De entre los matorrales, surgió la sombría figura de un soldado, que empuñaba un fusil de repetición. Al verlos, llevó, por instinto, el dedo al gatillo. Era del bando de Danilo, así que, fue éste quien tomó la pistola y habló. - ¡Espera! Todo está bajo control. - ¿Bajo control? - increpó el nuevo. - Si, es mi prisionero - respondió Danilo. - ¡Maldita sea! En esta guerra no hay prisioneros, - dijo el otro, furioso ¿cómo puedes soportar vivo a ese cerdo, estando rodeado de camaradas muertos por él? - Es que, me ha salvado la vida... - Para poder matarte más tarde. Es tu enemigo ¿no te das cuenta? Hay que eliminarlo. Pertenece a una plaga que ha de ser exterminada. Por todos nuestros camaradas muertos. Su peste es una amenaza para la humanidad. Y diciendo esto, el recién llegado propinó a Hernando un culatazo en la boca del estómago, haciendo que sus rodillas se doblasen y cayese al suelo. Le colocó la boca de su subfusil en la sien con mortal intención. - ¡No lo hagas! - gritó Danilo, a la vez que encañonaba con su pistola a su desconocido amigo. - Vamos, muchacho - le dijo éste -, ¿estás loco? No es más que un cerdo invasor. Una ráfaga rompió el silencio de la selva y un eco, enloquecido y quedo, la transportó por el espacio. Hernando se revolvió en el suelo, como una serpiente, recién decapitada, intentando aferrarse con desesperación a la vida que se le escapaba.
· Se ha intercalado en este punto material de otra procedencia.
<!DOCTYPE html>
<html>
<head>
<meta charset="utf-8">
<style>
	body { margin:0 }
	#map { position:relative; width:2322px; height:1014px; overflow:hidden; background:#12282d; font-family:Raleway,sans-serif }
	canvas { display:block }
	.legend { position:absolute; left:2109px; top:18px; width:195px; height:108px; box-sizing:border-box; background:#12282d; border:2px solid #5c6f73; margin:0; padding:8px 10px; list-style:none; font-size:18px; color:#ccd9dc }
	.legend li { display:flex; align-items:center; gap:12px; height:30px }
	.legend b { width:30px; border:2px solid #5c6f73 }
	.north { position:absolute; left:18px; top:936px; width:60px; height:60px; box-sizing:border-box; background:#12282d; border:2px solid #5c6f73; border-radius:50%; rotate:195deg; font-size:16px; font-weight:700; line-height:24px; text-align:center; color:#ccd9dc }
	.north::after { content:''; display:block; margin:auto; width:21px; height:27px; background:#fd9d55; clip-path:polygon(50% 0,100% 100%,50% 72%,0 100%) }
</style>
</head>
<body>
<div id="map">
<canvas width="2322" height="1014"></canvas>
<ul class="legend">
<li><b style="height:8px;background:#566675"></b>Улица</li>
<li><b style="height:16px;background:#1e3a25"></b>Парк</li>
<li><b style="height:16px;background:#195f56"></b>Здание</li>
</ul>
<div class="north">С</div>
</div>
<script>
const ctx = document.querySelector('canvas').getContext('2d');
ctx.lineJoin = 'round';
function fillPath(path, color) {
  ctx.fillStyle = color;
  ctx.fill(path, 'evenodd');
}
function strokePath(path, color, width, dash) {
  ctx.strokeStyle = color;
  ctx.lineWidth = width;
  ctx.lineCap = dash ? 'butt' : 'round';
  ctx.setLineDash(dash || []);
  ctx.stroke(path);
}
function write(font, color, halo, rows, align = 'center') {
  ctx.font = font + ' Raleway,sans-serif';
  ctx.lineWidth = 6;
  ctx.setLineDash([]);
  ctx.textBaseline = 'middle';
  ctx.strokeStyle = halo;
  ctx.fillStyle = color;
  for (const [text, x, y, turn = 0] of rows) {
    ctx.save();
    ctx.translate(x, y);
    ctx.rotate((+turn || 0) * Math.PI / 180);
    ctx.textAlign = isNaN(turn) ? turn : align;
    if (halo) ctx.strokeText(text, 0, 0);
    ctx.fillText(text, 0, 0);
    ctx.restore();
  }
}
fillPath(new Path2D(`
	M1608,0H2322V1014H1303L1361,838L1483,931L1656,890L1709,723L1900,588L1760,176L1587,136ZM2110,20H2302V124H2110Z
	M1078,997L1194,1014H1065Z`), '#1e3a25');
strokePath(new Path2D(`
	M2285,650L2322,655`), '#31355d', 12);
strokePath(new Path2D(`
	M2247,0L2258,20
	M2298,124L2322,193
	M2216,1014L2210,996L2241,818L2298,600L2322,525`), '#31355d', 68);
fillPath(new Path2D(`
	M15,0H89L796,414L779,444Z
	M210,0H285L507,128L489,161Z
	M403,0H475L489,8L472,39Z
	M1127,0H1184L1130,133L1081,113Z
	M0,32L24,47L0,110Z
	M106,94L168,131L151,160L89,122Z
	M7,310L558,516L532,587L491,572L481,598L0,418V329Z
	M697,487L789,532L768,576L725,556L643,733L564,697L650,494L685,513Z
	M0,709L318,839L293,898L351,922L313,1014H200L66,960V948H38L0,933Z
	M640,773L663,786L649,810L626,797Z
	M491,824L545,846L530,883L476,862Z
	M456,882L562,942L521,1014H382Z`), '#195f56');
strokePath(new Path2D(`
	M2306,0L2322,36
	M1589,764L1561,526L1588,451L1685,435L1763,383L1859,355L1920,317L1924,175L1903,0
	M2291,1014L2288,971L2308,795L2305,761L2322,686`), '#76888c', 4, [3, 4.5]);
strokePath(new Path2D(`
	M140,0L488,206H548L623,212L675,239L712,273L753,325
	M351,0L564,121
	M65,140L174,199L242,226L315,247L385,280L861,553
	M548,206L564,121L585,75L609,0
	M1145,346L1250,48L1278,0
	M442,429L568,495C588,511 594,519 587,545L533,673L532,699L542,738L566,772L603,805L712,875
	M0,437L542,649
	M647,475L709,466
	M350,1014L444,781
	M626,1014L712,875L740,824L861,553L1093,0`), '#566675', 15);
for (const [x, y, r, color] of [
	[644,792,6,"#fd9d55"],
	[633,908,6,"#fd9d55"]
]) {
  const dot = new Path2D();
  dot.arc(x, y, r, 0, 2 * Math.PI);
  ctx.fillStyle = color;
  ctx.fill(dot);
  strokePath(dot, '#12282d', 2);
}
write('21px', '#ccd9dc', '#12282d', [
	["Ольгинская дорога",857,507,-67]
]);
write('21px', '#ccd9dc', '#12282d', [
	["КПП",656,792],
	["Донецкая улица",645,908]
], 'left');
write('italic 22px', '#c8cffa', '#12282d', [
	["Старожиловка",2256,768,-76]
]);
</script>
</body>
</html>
Otro disparo seco, de Danilo, cortó el aire e hizo encorvarse al intruso, al tiempo, que Danilo se incorporaba, para acercarse a su amigo enemigo, gritando enloquecido como un poseso. - ¡Te dije que no lo hicieras, endemoniado loco! ¡Es un hombre, como tú y como yo! ¡Un hombre! - ¡Es un enemigo, un enemigo! – gritó, el desconocido, encolerizado, intentando no desplomarse - ¡Y tú eres un traidor! ¡Un cochino renegado…! Antes de desplomarse sin vida, su metralleta habló nuevamente. Danilo cayó desplomado, sobre el supuesto amigo, que acababa de asesinarlo. Su cuerpo sin vida cayó sobre su camarada, pero sus manos se tendían


fraternales hacia su moribundo enemigo amigo que, mientras sentía que la vida se le escapaba a él también, pensaba, una y otra vez, en las malditas circunstancias que lo habían obligado a verse envuelto en aquella guerra.